In den winter van 1878 openbaarde zich bij hem een longaandoening, zoodat hij door verblijven in Meran en Madeira tot 1882 buiten Amsterdam vertoefde en zijn studies onderbreken moest. In Meran ontmoette hij Eetco Verwijs, die het blijkbaar ongevaarlijk vond den jongen student duidelijk te laten merken, dat hij de vervaardiger was van het Oera Lindaboek.

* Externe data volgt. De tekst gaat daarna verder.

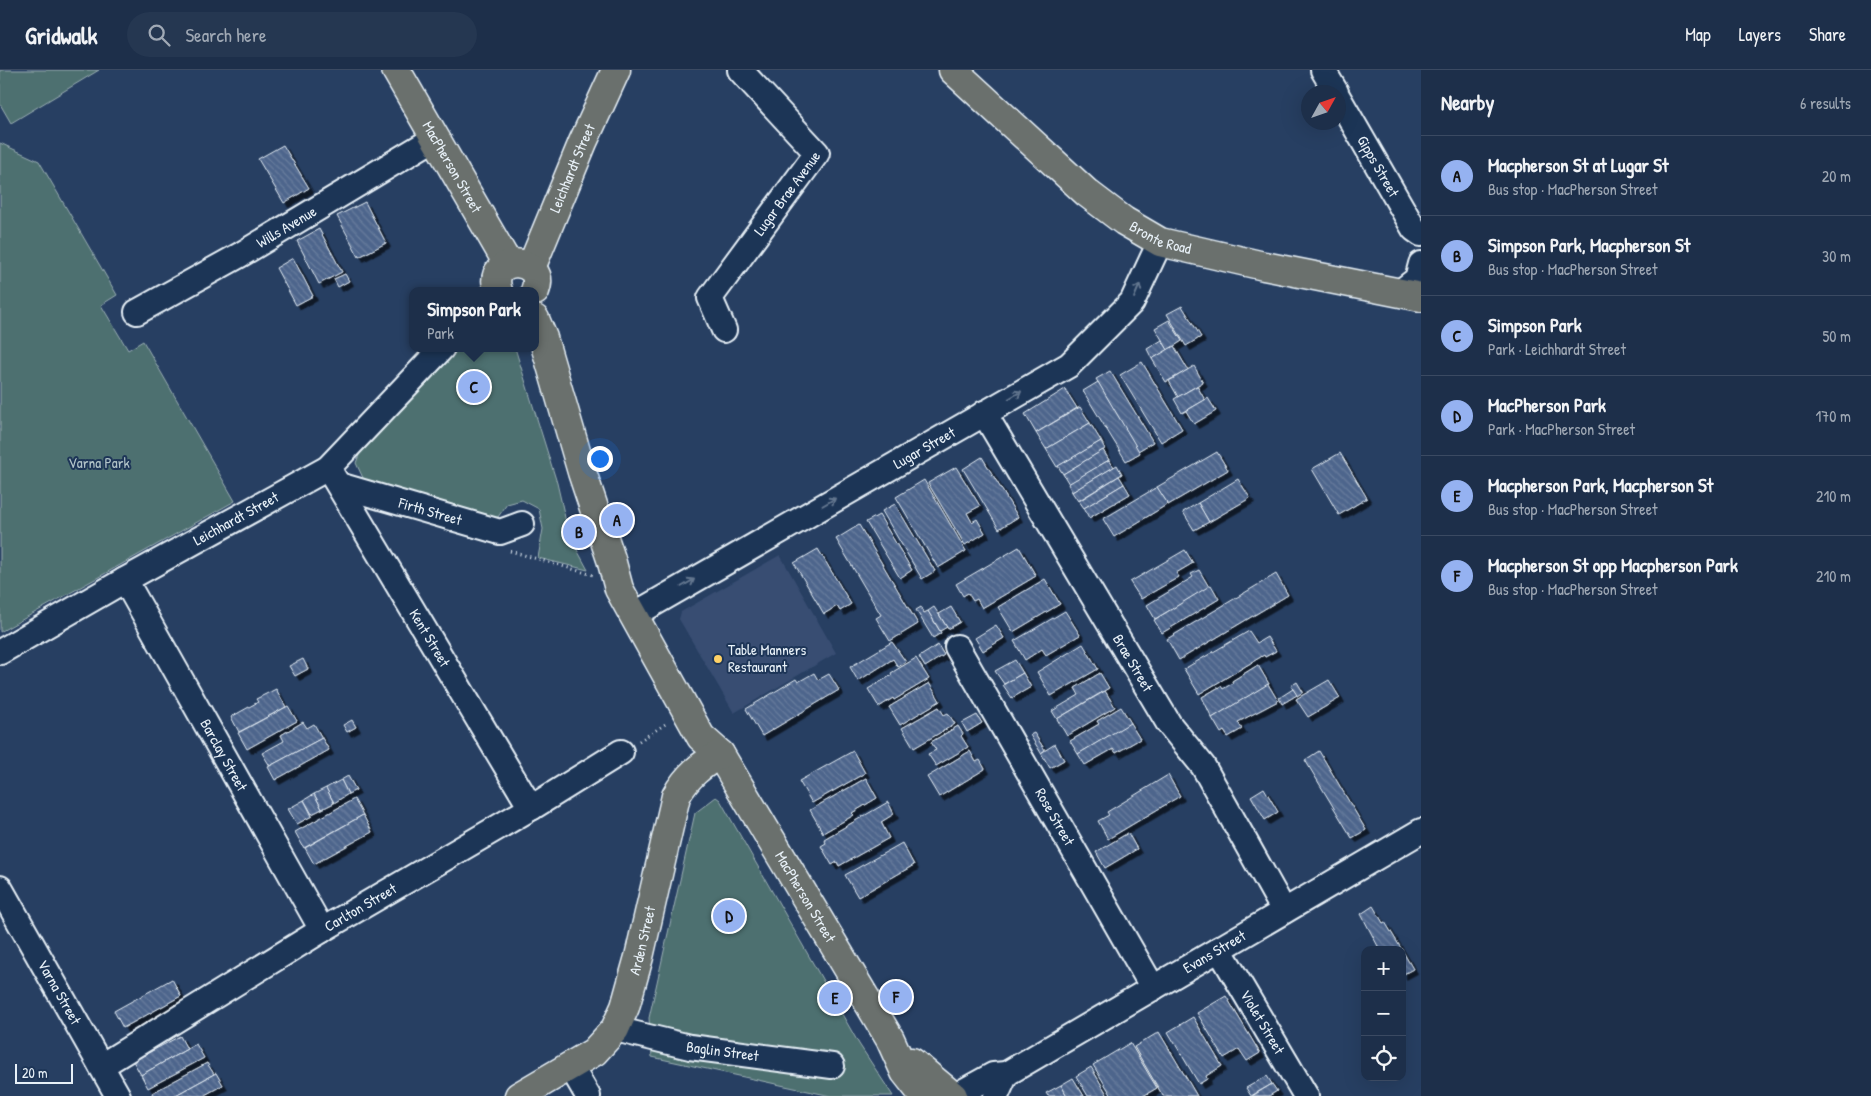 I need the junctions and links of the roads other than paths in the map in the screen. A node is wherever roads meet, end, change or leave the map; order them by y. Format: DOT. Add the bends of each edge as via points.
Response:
graph roads {
  1 [pos="396,70"];
  2 [pos="740,70"];
  3 [pos="953,70"];
  4 [pos="1323,70"];
  5 [pos="611,73"];
  6 [pos="1332,85"];
  7 [pos="1346,110"];
  8 [pos="435,138"];
  9 [pos="1418,232"];
  10 [pos="1160,242"];
  11 [pos="1421,255"];
  12 [pos="1421,264"];
  13 [pos="524,274"];
  14 [pos="497,287"];
  15 [pos="1410,295"];
  16 [pos="137,312"];
  17 [pos="539,328"];
  18 [pos="724,330"];
  19 [pos="439,352"];
  20 [pos="984,413"];
  21 [pos="334,476"];
  22 [pos="522,524"];
  23 [pos="611,559"];
  24 [pos="125,580"];
  25 [pos="646,608"];
  26 [pos="957,646"];
  27 [pos="0,652"];
  28 [pos="621,752"];
  29 [pos="720,754"];
  30 [pos="531,808"];
  31 [pos="1418,840"];
  32 [pos="0,888"];
  33 [pos="1284,911"];
  34 [pos="322,930"];
  35 [pos="1219,949"];
  36 [pos="1153,988"];
  37 [pos="615,1029"];
  38 [pos="890,1039"];
  39 [pos="101,1066"];
  40 [pos="832,1066"];
  41 [pos="571,1067"];
  42 [pos="1006,1074"];
  43 [pos="118,1096"];
  44 [pos="519,1096"];
  45 [pos="588,1096"];
  46 [pos="924,1096"];
  47 [pos="954,1096"];
  48 [pos="996,1096"];
  49 [pos="1306,1096"];
  1 -- 8 [label="main road, MacPherson Street"];
  2 -- 18 [label="street, Lugar Brae Avenue" via="817,153 710,298"];
  3 -- 10 [label="main road, Bronte Road" via="1086,193"];
  4 -- 6 [label="street"];
  5 -- 13 [label="main road, Leichhardt Street"];
  7 -- 9 [label="street, Gipps Street"];
  8 -- 13 [label="main road, MacPherson Street"];
  8 -- 16 [label="street, Wills Avenue" via="240,255"];
  9 -- 11 [label="street, Gipps Street"];
  10 -- 15 [label="main road, Bronte Road"];
  20 -- 10 [label="street, Lugar Street, one-way" via="1069,364 1132,302"];
  12 -- 15 [label="street"];
  13 -- 14 [label="main road, Leichhardt Street" via="502,267 496,278"];
  17 -- 23 [label="main road, MacPherson Street" via="594,514"];
  19 -- 21 [label="street, Leichhardt Street"];
  25 -- 20 [label="street, Lugar Street, one-way"];
  20 -- 33 [label="street, Brae Street" via="1169,724 1203,766"];
  21 -- 22 [label="street, Firth Street" via="500,532"];
  21 -- 24 [label="street, Leichhardt Street"];
  21 -- 30 [label="street, Kent Street"];
  23 -- 25 [label="main road, MacPherson Street" via="632,582"];
  23 -- 29 [label="main road, MacPherson Street" via="619,589 701,737"];
  24 -- 27 [label="street, Leichhardt Street"];
  24 -- 34 [label="street, Barclay Street"];
  25 -- 29 [label="main road, MacPherson Street" via="715,732"];
  26 -- 36 [label="street, Rose Street"];
  28 -- 30 [label="street, Carlton Street"];
  29 -- 37 [label="main road, Arden Street" via="688,777 676,796 625,1007"];
  29 -- 38 [label="main road, MacPherson Street"];
  30 -- 34 [label="street, Carlton Street"];
  31 -- 33 [label="street, Evans Street"];
  32 -- 39 [label="street, Varna Street"];
  33 -- 35 [label="street, Evans Street"];
  34 -- 39 [label="street, Carlton Street"];
  35 -- 36 [label="street, Evans Street"];
  35 -- 49 [label="street, Violet Street"];
  36 -- 42 [label="street, Evans Street"];
  37 -- 40 [label="street, Baglin Street" via="690,1047"];
  37 -- 41 [label="main road, Arden Street" via="594,1052"];
  38 -- 46 [label="main road, MacPherson Street" via="905,1072"];
  38 -- 47 [label="main road, MacPherson Street" via="914,1064"];
  39 -- 43 [label="street, Varna Street"];
  41 -- 44 [label="main road, Arden Street"];
  41 -- 45 [label="street"];
  42 -- 47 [label="street, Evans Street" via="993,1075"];
  42 -- 48 [label="street"];
}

Ondertusschen had Sterck zich reeds ontplooid als een autodidact op het gebied van oudheidkunde en letteren. Voor die eerste belangstelling was ook weer in Rolduc de grond gelegd, waar in Krypt en oude abdijgebouwen zijn hart voor goed gewonnen werd voor romaansche en gotieke bouwkunst; doch tevens werd zijn liefde gewekt voor fraaie oude gebouwen in het algemeen. Van Rolduc dateert ook zijn durende vriendschap met den architect Ir. Joseph Cuypers en bij het inrichten van de zoogenaamde Vaticaansche Tentoonstelling in 1887 (van de Ned. geschenken aan den jubileerenden paus Leo XIII) zagen de beide vrienden hun ijver en goeden smaak beloond met het pauselijke eerekruis Pro Ecclesia et Pontifice. Het was de eerste der talrijke tentoonstellingen, waarbij zijn naam stond onder bestuur, inrichters of inzenders. Reeds vroeg zelf verzamelaar, bezat hij o.a. een uitgebreide collectie Bilderdijkiana, die mede de grondslag werd van het huidige Bilderdijkmuseum. Bij de Bilderdijk-tentoonstelling van 1906 werd hem als Voorzitter het Ridderkruis van Oranje-Nassau verleend. Het resultaat zijner archief-studien in dezen gaf hij reeds in het Amsterdamsche Jaarboekje van 1897 en Prof. Fruin erkende in een Gidsartikel van dat jaar (Verspr.. Geschr. Dl V 398 e.v.) de waarde van dit artikel als aanvulling van diens eigen gegevens over Odilde en haar slachtoffer Mr Kumpel. Zijn benoeming tot lid van de Mij. der Ned. Letterkunde dateert van hetzelfde jaar. Zijn Vondelcollectie deed bij elk Vondeljubileum een min of meer uitgebreide rondreis door Nederland, en kort voor zijn dood kon hij het behoud ervan verzekerd zien. Door zijn voortdurende waakzaamheid heeft hij herhaaldelijk de verzameling van het Vondelmuseum kunnen doen aanvullen. Hij was een der stichters en van de oprichting in 1902 af secretaris dier vereeniging. Bij de stichting uitte hij de hoop
| |
| |
dat ‘deze ruime grondslag (uit de verzameling Hartkamp) om de Vondelwetenschap en de kennis van den dichter in één centrum bijeen te brengen, zou voorkomen, dat, door verspreiding van de vele nog bewaarde Vondeliana, de studie van den dichter in zijn geheelen omvang bemoeilijkt konde worden. Oudtijds noemden de geleerden hun studeervertrek hun museum. Het Vondel-museum moet iets dergelijks worden.’ Op zijn 80sten verjaardag werd hij het eerste eerelid dier vereeniging.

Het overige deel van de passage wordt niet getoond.